[PATCH] D40897: [clangd] Introduce a "Symbol" class.

Haojian Wu via Phabricator via cfe-commits cfe-commits at lists.llvm.org
Fri Dec 8 08:19:33 PST 2017


hokein added a comment.

Reorganizing the source files made all the comments invalid in the latest version :(. Feel free to comment on the old version or the new version.



================
Comment at: clangd/Symbol.h:23
+  // The path of the source file where a symbol occurs.
+  std::string FilePath;
+  // The offset to the first character of the symbol from the beginning of the
----------------
sammccall wrote:
> hokein wrote:
> > malaperle wrote:
> > > malaperle wrote:
> > > > sammccall wrote:
> > > > > ioeric wrote:
> > > > > > Is this relative or absolute?
> > > > > Having every symbol own a copy of the filepath seems wasteful.
> > > > > It seems likely that the index will have per-file information too, so this representation should likely be a key to that.
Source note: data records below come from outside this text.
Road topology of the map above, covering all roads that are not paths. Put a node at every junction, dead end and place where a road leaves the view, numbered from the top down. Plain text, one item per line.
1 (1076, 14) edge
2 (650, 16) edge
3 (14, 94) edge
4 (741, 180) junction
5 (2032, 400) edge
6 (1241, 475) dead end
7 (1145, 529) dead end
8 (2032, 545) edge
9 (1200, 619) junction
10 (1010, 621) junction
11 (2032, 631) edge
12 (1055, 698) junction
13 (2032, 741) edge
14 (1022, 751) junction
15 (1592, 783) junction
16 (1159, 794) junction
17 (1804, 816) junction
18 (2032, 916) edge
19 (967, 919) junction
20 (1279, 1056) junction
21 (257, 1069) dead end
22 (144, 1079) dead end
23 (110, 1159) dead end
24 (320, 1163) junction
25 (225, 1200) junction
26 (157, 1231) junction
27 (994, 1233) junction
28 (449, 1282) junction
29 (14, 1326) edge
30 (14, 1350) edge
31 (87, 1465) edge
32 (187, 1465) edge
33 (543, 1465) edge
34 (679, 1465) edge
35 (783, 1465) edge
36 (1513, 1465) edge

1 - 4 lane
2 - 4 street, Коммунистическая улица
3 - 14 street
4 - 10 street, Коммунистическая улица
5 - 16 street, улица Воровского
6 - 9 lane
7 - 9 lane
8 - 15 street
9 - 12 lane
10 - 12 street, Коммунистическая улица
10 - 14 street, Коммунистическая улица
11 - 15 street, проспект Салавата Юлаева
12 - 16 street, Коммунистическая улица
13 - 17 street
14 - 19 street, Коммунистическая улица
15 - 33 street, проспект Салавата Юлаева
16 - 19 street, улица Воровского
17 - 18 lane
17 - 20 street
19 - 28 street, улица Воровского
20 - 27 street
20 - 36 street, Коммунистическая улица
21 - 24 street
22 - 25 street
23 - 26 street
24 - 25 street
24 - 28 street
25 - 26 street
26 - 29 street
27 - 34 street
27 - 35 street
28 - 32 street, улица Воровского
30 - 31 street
Hash of the filepath might work?
> > > > How we model it is that a symbol doesn't have a "location", but its occurrence do. One could consider the location of a symbol to be either its declaration occurrence (SymbolRole::Declaration) or its definition (SymbolRole::Definition).
> > > > What we do to get the location path is each occurrence has a pointer (a "database" pointer, but it doesn't matter) to a file entry and then we get the path from the entry.
> > > > 
> > > > So conceptually, it works a bit like this (although it fetches information on disk).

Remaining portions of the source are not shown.